- Problem
Write out every record in full, exactly as written, please.

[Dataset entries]
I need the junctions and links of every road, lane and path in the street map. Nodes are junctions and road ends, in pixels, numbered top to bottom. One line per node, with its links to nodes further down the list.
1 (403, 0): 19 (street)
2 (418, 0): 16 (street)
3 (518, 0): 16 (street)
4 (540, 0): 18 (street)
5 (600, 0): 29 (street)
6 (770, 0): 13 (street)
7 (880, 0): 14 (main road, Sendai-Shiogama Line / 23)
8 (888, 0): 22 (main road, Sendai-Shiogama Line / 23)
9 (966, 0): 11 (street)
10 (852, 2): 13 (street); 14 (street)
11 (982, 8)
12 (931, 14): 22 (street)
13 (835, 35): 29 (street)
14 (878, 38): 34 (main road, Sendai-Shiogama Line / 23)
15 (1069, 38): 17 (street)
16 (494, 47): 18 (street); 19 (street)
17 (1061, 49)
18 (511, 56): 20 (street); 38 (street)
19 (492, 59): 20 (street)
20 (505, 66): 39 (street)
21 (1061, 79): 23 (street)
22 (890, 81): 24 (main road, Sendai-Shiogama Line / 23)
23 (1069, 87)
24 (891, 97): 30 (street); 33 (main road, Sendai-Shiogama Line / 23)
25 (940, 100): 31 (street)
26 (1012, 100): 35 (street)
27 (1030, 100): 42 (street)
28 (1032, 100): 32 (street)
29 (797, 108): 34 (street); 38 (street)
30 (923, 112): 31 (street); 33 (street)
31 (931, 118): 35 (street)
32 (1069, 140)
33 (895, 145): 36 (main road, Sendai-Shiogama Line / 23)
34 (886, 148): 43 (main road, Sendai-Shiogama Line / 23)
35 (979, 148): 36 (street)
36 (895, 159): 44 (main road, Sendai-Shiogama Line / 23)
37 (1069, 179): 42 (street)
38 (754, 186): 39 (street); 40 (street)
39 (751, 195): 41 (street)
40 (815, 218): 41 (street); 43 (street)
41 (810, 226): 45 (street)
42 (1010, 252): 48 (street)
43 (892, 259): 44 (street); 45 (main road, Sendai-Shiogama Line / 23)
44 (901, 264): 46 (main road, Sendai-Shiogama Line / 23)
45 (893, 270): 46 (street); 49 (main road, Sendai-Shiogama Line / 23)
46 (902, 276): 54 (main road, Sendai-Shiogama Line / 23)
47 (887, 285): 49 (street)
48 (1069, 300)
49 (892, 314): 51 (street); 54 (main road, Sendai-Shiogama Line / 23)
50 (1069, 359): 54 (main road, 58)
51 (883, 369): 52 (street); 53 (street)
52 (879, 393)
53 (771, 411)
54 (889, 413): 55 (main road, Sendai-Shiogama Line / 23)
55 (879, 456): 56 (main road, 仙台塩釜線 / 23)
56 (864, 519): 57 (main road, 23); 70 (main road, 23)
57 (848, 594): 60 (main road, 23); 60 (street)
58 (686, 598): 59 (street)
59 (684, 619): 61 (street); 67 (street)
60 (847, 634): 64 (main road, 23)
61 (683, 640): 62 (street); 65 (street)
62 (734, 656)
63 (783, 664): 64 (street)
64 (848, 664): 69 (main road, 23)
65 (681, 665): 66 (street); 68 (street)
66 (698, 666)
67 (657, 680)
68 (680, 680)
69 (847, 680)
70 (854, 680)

- Your solution
I need the junctions and links of every road, lane and path in the street map. Nodes are junctions and road ends, in pixels, numbered top to bottom. One line per node, with its links to nodes further down the list.
1 (403, 0): 19 (street)
2 (418, 0): 16 (street)
3 (518, 0): 16 (street)
4 (540, 0): 18 (street)
5 (600, 0): 29 (street)
6 (770, 0): 13 (street)
7 (880, 0): 14 (main road, Sendai-Shiogama Line / 23)
8 (888, 0): 22 (main road, Sendai-Shiogama Line / 23)
9 (966, 0): 11 (street)
10 (852, 2): 13 (street); 14 (street)
11 (982, 8)
12 (931, 14): 22 (street)
13 (835, 35): 29 (street)
14 (878, 38): 34 (main road, Sendai-Shiogama Line / 23)
15 (1069, 38): 17 (street)
16 (494, 47): 18 (street); 19 (street)
17 (1061, 49)
18 (511, 56): 20 (street); 38 (street)
19 (492, 59): 20 (street)
20 (505, 66): 39 (street)
21 (1061, 79): 23 (street)
22 (890, 81): 24 (main road, Sendai-Shiogama Line / 23)
23 (1069, 87)
24 (891, 97): 30 (street); 33 (main road, Sendai-Shiogama Line / 23)
25 (940, 100): 31 (street)
26 (1012, 100): 35 (street)
27 (1030, 100): 42 (street)
28 (1032, 100): 32 (street)
29 (797, 108): 34 (street); 38 (street)
30 (923, 112): 31 (street); 33 (street)
31 (931, 118): 35 (street)
32 (1069, 140)
33 (895, 145): 36 (main road, Sendai-Shiogama Line / 23)
34 (886, 148): 43 (main road, Sendai-Shiogama Line / 23)
35 (979, 148): 36 (street)
36 (895, 159): 44 (main road, Sendai-Shiogama Line / 23)
37 (1069, 179): 42 (street)
38 (754, 186): 39 (street); 40 (street)
39 (751, 195): 41 (street)
40 (815, 218): 41 (street); 43 (street)
41 (810, 226): 45 (street)
42 (1010, 252): 48 (street)
43 (892, 259): 44 (street); 45 (main road, Sendai-Shiogama Line / 23)
44 (901, 264): 46 (main road, Sendai-Shiogama Line / 23)
45 (893, 270): 46 (street); 49 (main road, Sendai-Shiogama Line / 23)
46 (902, 276): 54 (main road, Sendai-Shiogama Line / 23)
47 (887, 285): 49 (street)
48 (1069, 300)
49 (892, 314): 51 (street); 54 (main road, Sendai-Shiogama Line / 23)
50 (1069, 359): 54 (main road, 58)
51 (883, 369): 52 (street); 53 (street)
52 (879, 393)
53 (771, 411)
54 (889, 413): 55 (main road, Sendai-Shiogama Line / 23)
55 (879, 456): 56 (main road, 仙台塩釜線 / 23)
56 (864, 519): 57 (main road, 23); 70 (main road, 23)
57 (848, 594): 60 (main road, 23); 60 (street)
58 (686, 598): 59 (street)
59 (684, 619): 61 (street); 67 (street)
60 (847, 634): 64 (main road, 23)
61 (683, 640): 62 (street); 65 (street)
62 (734, 656)
63 (783, 664): 64 (street)
64 (848, 664): 69 (main road, 23)
65 (681, 665): 66 (street); 68 (street)
66 (698, 666)
67 (657, 680)
68 (680, 680)
69 (847, 680)
70 (854, 680)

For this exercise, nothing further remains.